We set out with a blank slate, to design a car for the world in which we now live, shaped by the best technology available to us and answerable to our most pressing concerns. We set out to build a local car that will take people on their local journeys, in the way that they wish to travel, at a cost that is affordable – and without leaving a heavy footprint of air pollution and environmental degradation. To do this we selected a still evolving, but incredibly promising and safe technology. This is hydrogen fuel cell technology.

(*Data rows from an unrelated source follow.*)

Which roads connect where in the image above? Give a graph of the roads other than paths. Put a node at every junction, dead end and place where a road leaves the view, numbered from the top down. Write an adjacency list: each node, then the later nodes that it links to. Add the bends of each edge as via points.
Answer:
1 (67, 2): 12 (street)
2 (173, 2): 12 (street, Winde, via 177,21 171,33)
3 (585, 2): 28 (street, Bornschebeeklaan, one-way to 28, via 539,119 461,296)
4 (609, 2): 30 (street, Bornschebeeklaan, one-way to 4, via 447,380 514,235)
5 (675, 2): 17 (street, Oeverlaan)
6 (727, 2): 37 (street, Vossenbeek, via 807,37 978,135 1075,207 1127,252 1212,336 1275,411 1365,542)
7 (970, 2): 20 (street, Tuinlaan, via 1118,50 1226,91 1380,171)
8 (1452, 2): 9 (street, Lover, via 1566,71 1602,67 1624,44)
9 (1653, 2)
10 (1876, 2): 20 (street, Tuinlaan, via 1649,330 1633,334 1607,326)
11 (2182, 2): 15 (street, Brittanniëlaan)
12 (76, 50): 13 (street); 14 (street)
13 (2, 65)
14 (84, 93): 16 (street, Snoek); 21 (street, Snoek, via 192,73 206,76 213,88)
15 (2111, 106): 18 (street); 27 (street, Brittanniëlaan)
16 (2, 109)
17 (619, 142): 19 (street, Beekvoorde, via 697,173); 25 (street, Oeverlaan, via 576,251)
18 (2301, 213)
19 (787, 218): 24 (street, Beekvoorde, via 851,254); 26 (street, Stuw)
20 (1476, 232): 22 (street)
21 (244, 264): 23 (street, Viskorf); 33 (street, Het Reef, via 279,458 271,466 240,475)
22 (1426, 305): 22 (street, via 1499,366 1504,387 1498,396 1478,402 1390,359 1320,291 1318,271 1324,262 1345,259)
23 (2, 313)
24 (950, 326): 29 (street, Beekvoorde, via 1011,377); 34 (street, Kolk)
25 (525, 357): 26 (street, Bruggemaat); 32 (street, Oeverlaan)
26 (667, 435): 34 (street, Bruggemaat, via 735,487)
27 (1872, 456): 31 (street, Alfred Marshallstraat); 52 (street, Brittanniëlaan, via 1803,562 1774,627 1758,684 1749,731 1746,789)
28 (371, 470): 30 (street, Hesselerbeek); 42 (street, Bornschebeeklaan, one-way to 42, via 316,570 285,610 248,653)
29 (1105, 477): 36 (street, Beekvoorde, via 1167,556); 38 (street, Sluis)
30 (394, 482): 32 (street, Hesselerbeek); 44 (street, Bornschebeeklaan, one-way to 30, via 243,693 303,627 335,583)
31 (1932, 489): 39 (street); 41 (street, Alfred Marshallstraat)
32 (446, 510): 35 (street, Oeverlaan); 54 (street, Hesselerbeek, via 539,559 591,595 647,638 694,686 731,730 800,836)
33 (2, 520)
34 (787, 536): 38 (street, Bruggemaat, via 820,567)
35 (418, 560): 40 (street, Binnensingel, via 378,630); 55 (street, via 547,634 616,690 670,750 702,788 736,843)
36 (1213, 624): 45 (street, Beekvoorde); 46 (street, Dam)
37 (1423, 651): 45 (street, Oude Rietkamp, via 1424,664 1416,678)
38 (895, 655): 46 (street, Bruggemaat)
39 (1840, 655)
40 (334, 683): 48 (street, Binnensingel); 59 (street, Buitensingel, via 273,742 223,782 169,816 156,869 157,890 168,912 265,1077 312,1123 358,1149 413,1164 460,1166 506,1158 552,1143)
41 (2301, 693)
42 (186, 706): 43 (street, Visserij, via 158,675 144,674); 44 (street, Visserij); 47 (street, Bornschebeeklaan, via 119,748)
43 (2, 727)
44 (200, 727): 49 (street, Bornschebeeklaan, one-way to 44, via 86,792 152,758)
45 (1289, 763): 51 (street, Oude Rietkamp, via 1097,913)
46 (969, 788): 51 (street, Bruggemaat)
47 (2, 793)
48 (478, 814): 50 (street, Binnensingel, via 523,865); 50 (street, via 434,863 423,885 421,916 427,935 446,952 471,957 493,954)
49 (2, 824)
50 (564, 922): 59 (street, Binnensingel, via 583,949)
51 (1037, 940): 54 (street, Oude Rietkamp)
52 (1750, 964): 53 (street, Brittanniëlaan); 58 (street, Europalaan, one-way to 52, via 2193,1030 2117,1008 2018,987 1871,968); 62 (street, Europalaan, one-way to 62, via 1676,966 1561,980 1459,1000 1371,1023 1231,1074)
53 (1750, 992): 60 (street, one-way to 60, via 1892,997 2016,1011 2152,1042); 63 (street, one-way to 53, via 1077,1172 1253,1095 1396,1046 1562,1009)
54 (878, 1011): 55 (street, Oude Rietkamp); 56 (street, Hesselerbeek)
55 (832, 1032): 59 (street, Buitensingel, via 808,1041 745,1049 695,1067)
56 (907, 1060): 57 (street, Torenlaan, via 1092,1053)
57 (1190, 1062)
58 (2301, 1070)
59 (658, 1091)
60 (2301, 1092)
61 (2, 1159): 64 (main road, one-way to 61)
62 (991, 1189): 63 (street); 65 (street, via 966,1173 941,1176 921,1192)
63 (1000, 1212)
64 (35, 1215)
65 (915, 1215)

Here’s another video, this time revealing the Rasa in all its low drag glory:
I did enquire on Twitter where the nearest suitable filling station for a Rasa might ultimately be. I haven’t received an answer yet, but if it isn’t “Exeter” then I rather hope it will be “Plymouth”. According to the SWARM Project web site:
This project will establish a demonstration fleet of small passenger vehicles that builds on and expands existing hydrogen refuelling infrastructure. Three European regions will be participating in this effort: the UK (the Midlands and Plymouth), the Brussels area and Wallonia, and the Weser-Ems region in NorthWest Germany. Each of these regions will deploy a new hydrogen refuelling site to close the gaps in a continuous ‘hydrogen highways’ that leads from Scotland via the Midlands to London, connecting to Brussels and on to Cologne and Hamburg/Scandinavia/Berlin via Bremen.
The vehicles employed are low-cost, high fuel-efficiency, hybridised, light-weight passenger cars specifically designed for city and regional transport. These vehicles provide a complementary pathway to commercialisation to the large Original Equipment Manufacturer (OEM) of hydrogen fuel cell options, by allowing near-term rollout on a commercial basis to a wide range of users – in parallel with the planned rollouts for large OEM vehicles from 2015. Their deployment regions will gain the infrastructure, public exposure and technological understanding to act as seed locations for future large scale OEM vehicle rollout.
You will note that Riversimple are a member of the SWARM project consortium.